2.4 PPI network creation and hub gene identification
PPI network of DEGs was constructed by Search Tool for the Retrieval of Interacting Genes (STRING10.5; https://string-db.org/) with a combined score >0.4 as the cut-off point [Citation19]. Hub genes were identified using Cytohubba, a plug-in of Cytoscape software (Cytoscape, 3.7.1) and significant modules in the PPI network were identified by molecular complex detection (MCODE 1.5.1), another plug-in of Cytoscape software [Citation20,Citation21]. The parameters of DEGs clustering and scoring were set as follows: MCODE score ≥4, degree cut-off = 2, node score cut-off = 0.2, max depth = 100, and k-score = 2.
2.5 Correlation between hub genes and diabetes
Correlation between hub genes and diabetes was performed with the Attie Lab Diabetes database (http://diabetes.wisc.edu). The Attie Lab Diabetes database is a searchable resource of the gene expression data that is used to display the gene expression profiles of different experimental groups (lean and obese BTBR mice at 4 and 10 weeks of age) in any of six tissues, including adipose [Citation22].
2.6 CMap analysis
The Connectivity Map (CMap) (https://portals.broadinstitute.org/cmap) is an open resource that links disease, genes, and drugs by similar or opposite gene expression profiles [Citation23]. CMap analysis is used to predict potential small molecular compounds that can reverse altered expression of DEGs in cell lines. Mean < −0.4 and p < 0.05 were set as the screening criteria.
2.7 Statistical analysis
The statistical analyses of DEGs were done in R software. The p-values in GSEA analysis were analyzed with GSEA software (version 3.0). The p-value in the correlation between hub genes and diabetes were obtained from Attie Lab Diabetes database (http://diabetes.wisc.edu). The p-values in CMap analysis were analyzed in the CMap (https://portals.broadinstitute.org/cmap). Whenever asterisks are used to indicate statistical significance, *p < 0.05, **p < 0.01, and ***p < 0.001.
3 Result
3.1 Identification of DEGs related to insulin-resistant obese
To identify DEGs in the omental white adipocytes between ISO and IRO subjects, we retrieved relevant microarray expression profiles of GSE15773 and GSE20950 from GEO database. After consolidation and normalization of the microarray data, 86 DEGs between ISO and IRO subjects were screened by limma package (|logFC| >1, adjusted p < 0.05) as shown in the heatmap (). Among them, 14 genes were upregulated and 72 genes were downregulated (, ).
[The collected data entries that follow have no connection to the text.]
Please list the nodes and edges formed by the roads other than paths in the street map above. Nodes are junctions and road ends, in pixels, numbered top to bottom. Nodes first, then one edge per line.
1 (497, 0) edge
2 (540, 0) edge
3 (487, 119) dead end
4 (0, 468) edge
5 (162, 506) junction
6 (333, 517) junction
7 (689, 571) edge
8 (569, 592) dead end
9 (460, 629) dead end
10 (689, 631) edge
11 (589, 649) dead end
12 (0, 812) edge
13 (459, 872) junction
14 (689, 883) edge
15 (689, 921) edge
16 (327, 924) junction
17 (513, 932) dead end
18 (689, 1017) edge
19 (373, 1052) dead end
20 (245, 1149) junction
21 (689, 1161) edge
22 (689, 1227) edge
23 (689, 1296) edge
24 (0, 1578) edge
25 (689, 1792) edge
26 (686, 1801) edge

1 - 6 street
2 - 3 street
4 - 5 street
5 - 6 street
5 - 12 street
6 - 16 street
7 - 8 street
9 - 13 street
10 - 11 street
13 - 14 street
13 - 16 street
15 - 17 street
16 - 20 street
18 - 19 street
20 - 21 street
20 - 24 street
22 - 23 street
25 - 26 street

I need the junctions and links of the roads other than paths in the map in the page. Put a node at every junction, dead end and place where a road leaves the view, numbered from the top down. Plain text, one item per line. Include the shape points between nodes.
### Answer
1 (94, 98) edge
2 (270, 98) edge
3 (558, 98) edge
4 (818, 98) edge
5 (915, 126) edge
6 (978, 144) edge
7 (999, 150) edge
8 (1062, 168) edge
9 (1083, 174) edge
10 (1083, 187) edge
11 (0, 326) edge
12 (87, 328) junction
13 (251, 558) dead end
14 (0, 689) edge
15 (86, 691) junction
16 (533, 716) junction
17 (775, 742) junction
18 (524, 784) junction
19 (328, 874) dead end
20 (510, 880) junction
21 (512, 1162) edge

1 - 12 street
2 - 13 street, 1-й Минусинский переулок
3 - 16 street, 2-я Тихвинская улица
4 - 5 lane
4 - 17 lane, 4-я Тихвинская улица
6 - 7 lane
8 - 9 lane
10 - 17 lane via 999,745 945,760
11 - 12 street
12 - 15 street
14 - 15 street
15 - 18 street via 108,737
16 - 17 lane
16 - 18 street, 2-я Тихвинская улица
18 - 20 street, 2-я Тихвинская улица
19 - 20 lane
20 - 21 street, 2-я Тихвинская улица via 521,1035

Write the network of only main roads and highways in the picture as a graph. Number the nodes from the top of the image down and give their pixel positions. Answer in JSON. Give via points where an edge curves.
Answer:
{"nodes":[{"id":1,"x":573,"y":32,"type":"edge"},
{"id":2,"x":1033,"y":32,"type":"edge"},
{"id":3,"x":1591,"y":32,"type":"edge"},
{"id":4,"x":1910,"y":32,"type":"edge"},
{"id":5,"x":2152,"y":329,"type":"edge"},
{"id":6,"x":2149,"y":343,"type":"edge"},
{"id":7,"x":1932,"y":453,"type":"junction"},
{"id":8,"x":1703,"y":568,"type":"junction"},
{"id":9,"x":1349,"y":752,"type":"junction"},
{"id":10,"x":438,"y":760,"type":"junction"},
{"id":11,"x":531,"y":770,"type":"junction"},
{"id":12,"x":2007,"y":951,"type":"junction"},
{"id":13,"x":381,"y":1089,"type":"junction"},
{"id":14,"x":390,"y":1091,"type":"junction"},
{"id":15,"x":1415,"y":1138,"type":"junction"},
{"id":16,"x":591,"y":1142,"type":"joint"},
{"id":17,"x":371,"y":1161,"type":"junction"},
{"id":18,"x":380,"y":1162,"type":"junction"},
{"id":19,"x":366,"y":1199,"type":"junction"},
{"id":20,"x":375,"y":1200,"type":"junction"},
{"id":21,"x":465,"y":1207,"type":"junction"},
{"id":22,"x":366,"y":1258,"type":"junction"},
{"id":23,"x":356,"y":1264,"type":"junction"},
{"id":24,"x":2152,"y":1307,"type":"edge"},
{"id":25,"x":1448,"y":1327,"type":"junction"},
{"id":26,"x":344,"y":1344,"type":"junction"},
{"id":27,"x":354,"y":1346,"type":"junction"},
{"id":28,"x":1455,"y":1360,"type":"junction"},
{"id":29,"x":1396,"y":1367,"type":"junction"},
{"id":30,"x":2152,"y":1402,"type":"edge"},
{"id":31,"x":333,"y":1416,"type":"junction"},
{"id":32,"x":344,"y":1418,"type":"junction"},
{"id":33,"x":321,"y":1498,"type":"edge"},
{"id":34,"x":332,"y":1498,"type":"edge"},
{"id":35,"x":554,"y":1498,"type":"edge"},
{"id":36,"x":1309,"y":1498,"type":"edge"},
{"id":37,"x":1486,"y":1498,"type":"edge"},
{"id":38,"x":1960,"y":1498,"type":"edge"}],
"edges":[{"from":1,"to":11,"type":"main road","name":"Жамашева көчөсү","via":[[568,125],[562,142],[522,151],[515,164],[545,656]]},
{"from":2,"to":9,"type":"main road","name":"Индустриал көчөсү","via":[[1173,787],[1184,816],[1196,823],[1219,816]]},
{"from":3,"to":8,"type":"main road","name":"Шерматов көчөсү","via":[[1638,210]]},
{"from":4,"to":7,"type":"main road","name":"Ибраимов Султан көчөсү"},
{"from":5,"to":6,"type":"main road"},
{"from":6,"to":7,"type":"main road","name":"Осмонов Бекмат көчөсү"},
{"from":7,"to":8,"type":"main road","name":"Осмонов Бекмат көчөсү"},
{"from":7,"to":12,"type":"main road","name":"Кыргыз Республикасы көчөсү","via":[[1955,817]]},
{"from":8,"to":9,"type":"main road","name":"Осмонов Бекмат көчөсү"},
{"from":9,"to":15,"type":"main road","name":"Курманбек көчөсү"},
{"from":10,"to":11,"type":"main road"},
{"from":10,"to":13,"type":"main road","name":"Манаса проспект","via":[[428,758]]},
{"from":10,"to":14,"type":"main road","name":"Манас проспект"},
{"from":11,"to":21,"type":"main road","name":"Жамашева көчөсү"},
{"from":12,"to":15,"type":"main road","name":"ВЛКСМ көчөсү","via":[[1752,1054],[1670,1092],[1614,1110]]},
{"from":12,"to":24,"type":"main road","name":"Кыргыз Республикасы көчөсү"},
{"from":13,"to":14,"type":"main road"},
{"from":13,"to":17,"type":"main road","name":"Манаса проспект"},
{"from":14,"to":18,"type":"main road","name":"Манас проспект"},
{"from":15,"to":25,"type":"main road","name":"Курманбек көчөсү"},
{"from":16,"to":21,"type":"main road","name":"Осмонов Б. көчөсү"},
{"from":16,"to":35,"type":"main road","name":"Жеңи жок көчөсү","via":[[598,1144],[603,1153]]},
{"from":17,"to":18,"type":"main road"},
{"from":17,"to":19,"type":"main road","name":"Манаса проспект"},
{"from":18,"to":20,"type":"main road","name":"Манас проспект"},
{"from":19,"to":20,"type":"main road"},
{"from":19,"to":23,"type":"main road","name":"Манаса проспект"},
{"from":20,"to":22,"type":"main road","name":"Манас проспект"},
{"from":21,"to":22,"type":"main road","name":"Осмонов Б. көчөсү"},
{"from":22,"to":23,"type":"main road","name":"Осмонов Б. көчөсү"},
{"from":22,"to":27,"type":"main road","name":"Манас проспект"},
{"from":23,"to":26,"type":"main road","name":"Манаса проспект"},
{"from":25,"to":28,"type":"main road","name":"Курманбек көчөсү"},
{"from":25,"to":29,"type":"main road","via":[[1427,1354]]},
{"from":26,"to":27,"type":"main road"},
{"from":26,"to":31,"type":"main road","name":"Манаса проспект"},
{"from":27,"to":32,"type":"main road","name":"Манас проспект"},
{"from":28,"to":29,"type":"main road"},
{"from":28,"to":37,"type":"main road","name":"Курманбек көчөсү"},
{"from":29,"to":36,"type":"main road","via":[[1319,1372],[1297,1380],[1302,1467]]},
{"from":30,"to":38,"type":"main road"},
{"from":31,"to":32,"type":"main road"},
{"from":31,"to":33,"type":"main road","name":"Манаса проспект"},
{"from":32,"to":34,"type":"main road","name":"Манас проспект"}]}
Table 1. 86 differentially expressed genes (DEGs) between the IRO and ISO subjects.
Figure 1. Heatmap of 86 DEGs screened by limma package in R software. Red areas represent highly expressed genes and green areas represent lowly expressed genes in omental adipose from IRO subjects compared with ISO subjects. DEG: differentially expressed gene; IRO: insulin-resistant obesity; ISO: insulin sensitivity obesity.
Figure 2. Volcano plot analysis identifies DEGs. Red dots represent 12 upregulated genes and green dots represent 64 downregulated genes in omental adipocyte from IRO subjects compared with ISO subjects.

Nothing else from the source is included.